As previously reported by Golden Matrix Group, Inc. (the “Company”, “we” or “us”) in the Current Report on Form 8-K filed by the Company with the Securities and Exchange Commission on December 3, 2022, on November 29, 2021, the Company entered into a Sale and Purchase Agreement of Ordinary Issued Share Capital (the “Purchase Agreement”), to acquire an 80% ownership interest in RKingsCompetitions Ltd, a private limited company formed under the laws of Northern Ireland (the “RKings”) from Mark Weir and Paul Hardman, individuals (each a “Seller” and collectively the “Sellers”), the then owners of 100% of the ordinary issued share capital of RKings.
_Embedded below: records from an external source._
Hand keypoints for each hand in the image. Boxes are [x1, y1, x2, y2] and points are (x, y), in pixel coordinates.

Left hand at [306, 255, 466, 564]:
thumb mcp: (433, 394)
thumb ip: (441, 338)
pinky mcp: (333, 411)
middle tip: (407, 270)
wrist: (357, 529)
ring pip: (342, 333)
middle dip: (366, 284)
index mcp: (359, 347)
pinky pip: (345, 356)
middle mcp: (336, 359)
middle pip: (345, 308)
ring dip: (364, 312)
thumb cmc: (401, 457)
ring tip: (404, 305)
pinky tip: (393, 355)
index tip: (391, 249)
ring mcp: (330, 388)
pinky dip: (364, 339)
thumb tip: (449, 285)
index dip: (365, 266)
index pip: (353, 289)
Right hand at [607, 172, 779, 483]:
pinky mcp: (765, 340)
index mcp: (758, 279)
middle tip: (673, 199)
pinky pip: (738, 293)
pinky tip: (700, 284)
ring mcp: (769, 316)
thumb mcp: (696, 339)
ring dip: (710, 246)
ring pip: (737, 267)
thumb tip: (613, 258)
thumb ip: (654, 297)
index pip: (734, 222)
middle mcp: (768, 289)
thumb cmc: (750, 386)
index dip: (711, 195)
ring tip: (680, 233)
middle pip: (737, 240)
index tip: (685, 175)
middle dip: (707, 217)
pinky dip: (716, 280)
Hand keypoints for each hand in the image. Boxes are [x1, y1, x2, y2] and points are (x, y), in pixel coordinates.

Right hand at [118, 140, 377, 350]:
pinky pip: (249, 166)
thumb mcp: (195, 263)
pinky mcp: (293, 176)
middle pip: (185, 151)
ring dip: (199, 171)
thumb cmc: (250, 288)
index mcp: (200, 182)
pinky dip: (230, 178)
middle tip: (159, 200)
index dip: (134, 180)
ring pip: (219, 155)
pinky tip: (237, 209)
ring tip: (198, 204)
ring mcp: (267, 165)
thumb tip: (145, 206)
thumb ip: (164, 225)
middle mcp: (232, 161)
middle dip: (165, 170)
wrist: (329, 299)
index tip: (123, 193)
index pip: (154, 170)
The Company paid the Sellers (a) GBP £3,000,000; and (b) 666,250 restricted shares of the Company’s common stock, with an agreed value of GBP £4,000,000, or $8.00 per share of Company common stock; and agreed to pay the Sellers additional shares of common stock of the Company equal to (i) 80% of the Company’s net asset value of RKings as of October 31, 2021 (inventory on hand (minus allowances for reserve inventory and allocated goods and materials) plus RKings’ total cash and cash equivalents on hand; less (B) RKings’ current and accrued liabilities, as described in greater detail in the Purchase Agreement), divided by (ii) $8.00 per share. The Sale and Purchase Agreement also provided the Sellers the rights to earn additional earn-out consideration, equal in value to GBP £4,000,000, subject to the terms of the Sale and Purchase Agreement payable at the option of the Company in either (a) cash; or (b) shares of Company common stock.
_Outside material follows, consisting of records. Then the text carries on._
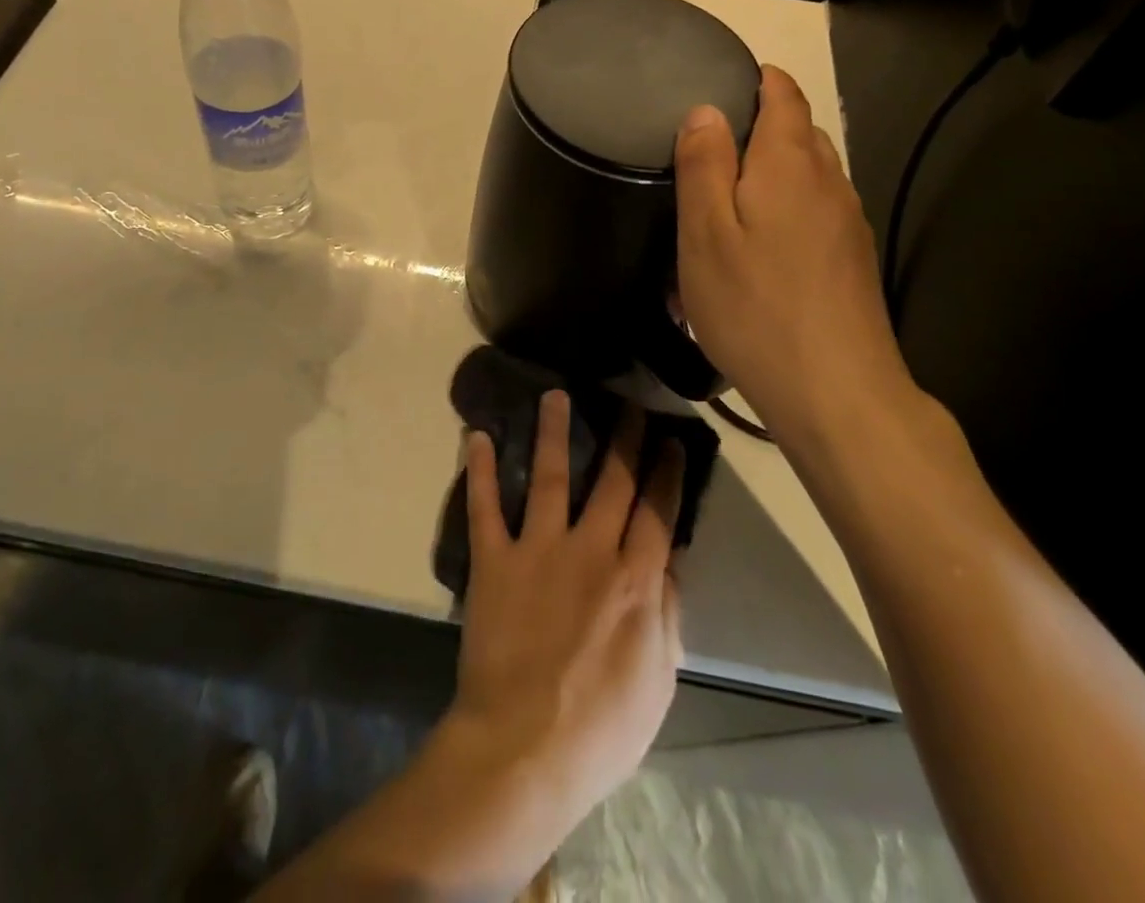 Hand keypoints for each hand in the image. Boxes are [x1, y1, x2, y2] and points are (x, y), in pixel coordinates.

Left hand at [448, 391, 684, 818]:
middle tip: (629, 403)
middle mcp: (590, 550)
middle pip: (613, 482)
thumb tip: (669, 565)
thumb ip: (668, 615)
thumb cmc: (601, 728)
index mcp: (635, 580)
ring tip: (554, 395)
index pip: (657, 511)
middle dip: (624, 438)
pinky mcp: (495, 561)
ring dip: (553, 433)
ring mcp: (538, 550)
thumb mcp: (659, 680)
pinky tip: (475, 436)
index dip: (666, 472)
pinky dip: (479, 471)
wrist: (524, 750)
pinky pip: (485, 507)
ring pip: (551, 477)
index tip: (670, 439)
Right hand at [674, 65, 917, 445]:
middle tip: (710, 150)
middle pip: (799, 132)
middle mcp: (829, 181)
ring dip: (772, 173)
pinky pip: (816, 212)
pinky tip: (761, 248)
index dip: (758, 80)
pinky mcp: (852, 260)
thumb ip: (704, 165)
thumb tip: (706, 110)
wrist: (836, 391)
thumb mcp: (705, 234)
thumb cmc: (755, 306)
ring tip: (729, 200)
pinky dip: (787, 209)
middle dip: (759, 128)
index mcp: (790, 163)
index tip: (723, 83)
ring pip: (809, 175)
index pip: (784, 94)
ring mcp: (848, 222)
On December 6, 2021, the Company closed the purchase of an 80% interest in RKings pursuant to the Purchase Agreement, which acquisition was effective for all purposes as of November 1, 2021.
The Purchase Agreement also required that the Sellers and the Company enter into a Shareholders Agreement (the “Shareholders Agreement”), which was entered into and became effective on November 29, 2021, and which provides various rights and restrictions on the owners of RKings. One of those rights was a buyout right provided to the Company (the “Buyout Right”), which beginning on May 29, 2022 (the date that was six months from November 29, 2021), provided the Company, upon written notice to the Sellers, the right to purchase all, but not less than all, of the shares of RKings then held by the Sellers (i.e., the 20% of RKings retained by such Sellers following the closing of the Purchase Agreement) for an aggregate purchase price equal to 20% of the product of (i) RKings’ then most recent three-month trailing EBITDA multiplied by (ii) sixteen (the “Buyout Price”). The Buyout Price was payable at the option of the Company in either (x) cash; or (y) shares of the Company’s common stock valued at $8.00 per share or any combination thereof.
On October 27, 2022, the Company exercised its Buyout Right by providing written notice to each of the Sellers. In connection with such exercise, the Company agreed to pay each Seller USD $661,773, which is equal to their pro rata portion of the Buyout Price, which will be satisfied by the issuance by the Company to each Seller of 82,722 shares of restricted common stock of the Company (with such shares being valued at $8.00 per share pursuant to the terms of the Shareholders Agreement)(an aggregate of 165,444 shares of common stock of the Company, the “Buyout Shares”).
The acquisition of the 20% interest in RKings held by the Sellers is expected to close on November 4, 2022, subject to the delivery by such Sellers of certain required closing items, including stock powers and certifications, as described in greater detail in the Purchase Agreement.